• **Exercise description**
Where does the word "than" show up in the records? Copy every line that has it.

• **The records**
┄┄┄┄┄┄┄┄┄┄

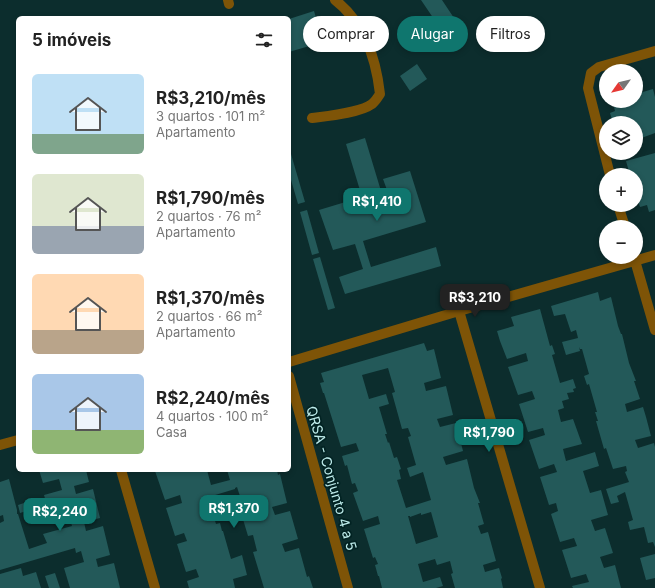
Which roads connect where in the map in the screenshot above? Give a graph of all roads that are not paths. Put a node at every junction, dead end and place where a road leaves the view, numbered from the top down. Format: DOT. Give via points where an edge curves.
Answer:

┄┄┄┄┄┄┄┄┄┄

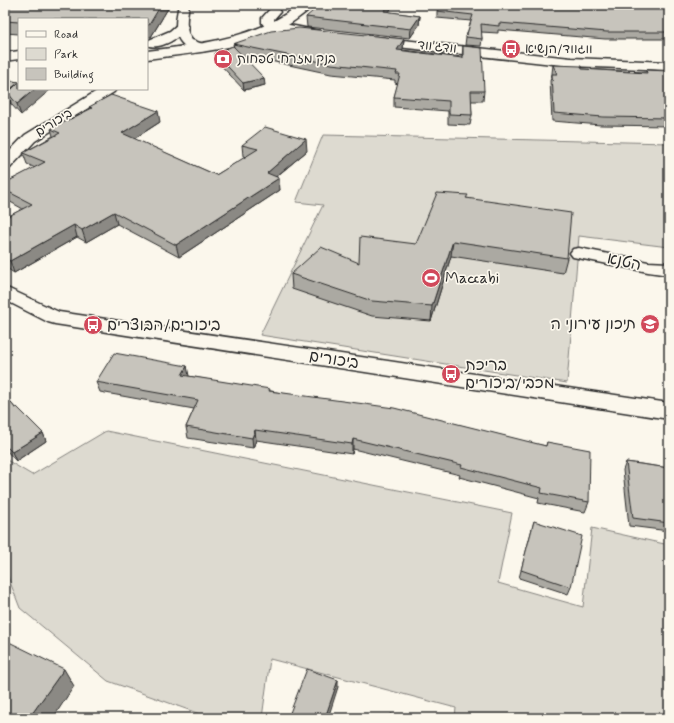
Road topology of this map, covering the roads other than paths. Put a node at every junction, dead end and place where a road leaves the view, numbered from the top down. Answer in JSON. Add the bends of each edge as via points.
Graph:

┄┄┄┄┄┄┄┄┄┄

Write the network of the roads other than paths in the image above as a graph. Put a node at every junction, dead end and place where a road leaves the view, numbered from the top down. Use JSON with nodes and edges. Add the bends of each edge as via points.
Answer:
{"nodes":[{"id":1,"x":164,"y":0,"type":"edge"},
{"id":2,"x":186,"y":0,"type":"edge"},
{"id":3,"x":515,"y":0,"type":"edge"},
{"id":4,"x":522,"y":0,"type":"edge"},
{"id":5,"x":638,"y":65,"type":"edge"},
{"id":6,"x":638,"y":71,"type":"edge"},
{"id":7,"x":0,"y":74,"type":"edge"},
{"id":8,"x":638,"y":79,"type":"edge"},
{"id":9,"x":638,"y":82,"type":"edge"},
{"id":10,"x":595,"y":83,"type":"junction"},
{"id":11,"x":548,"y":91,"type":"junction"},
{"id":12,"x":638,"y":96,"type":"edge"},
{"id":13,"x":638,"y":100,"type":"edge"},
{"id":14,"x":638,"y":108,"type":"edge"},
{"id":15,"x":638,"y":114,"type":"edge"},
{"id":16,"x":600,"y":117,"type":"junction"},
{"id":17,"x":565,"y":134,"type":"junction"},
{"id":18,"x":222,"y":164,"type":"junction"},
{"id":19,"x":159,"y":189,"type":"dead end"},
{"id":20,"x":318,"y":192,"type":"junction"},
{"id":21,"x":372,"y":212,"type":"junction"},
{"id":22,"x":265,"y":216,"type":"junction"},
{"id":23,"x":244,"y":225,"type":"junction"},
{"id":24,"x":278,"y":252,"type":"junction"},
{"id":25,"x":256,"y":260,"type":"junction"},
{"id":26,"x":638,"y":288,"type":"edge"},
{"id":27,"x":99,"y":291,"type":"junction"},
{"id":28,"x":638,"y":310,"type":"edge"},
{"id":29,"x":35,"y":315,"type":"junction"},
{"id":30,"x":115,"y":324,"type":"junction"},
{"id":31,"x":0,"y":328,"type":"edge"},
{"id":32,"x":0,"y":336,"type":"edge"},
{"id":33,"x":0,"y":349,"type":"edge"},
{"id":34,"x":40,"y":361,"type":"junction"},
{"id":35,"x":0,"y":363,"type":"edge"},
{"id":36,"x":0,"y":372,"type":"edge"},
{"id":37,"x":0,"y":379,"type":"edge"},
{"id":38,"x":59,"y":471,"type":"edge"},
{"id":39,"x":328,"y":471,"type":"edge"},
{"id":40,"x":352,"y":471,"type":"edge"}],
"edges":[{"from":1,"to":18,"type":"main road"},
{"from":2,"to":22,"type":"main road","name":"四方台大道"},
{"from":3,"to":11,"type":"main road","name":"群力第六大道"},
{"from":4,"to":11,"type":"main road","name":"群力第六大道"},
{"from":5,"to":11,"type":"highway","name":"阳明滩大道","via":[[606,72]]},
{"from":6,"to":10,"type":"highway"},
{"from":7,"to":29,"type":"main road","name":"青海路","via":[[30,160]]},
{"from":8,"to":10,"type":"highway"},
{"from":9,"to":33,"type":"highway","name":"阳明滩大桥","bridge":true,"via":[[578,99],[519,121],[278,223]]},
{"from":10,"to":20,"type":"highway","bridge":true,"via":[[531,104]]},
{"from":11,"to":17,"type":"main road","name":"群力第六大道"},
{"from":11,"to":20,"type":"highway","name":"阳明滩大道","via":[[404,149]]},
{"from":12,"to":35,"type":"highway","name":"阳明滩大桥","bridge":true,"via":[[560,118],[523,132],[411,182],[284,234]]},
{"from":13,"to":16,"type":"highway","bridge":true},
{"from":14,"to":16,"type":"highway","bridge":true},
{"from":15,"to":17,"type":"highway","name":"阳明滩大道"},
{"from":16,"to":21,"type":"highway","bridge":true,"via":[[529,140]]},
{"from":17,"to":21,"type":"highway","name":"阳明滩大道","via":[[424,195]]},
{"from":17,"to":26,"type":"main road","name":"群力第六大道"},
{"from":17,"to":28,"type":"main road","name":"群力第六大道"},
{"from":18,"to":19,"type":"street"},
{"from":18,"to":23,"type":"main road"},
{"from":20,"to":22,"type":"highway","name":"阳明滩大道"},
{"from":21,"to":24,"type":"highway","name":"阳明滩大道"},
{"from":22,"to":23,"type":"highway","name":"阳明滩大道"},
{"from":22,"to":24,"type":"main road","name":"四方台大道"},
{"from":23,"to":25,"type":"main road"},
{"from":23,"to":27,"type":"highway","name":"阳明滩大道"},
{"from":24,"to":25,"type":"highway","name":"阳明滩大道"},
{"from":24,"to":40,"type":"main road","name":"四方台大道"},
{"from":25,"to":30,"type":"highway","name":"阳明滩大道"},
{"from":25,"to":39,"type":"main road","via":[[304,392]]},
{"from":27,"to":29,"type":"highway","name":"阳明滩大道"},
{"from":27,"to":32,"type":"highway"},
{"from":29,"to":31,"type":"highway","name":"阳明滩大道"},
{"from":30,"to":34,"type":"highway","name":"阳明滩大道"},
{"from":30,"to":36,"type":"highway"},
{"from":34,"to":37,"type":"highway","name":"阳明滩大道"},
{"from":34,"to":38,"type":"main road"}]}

┄┄┄┄┄┄┄┄┄┄

• **Result of the task**
Road topology of this map, covering the roads other than paths. Put a node at every junction, dead end and place where a road leaves the view, numbered from the top down. Answer in JSON. Add the bends of each edge as via points.
Write the network of the roads other than paths in the image above as a graph. Put a node at every junction, dead end and place where a road leaves the view, numbered from the top down. Use JSON with nodes and edges. Add the bends of each edge as via points.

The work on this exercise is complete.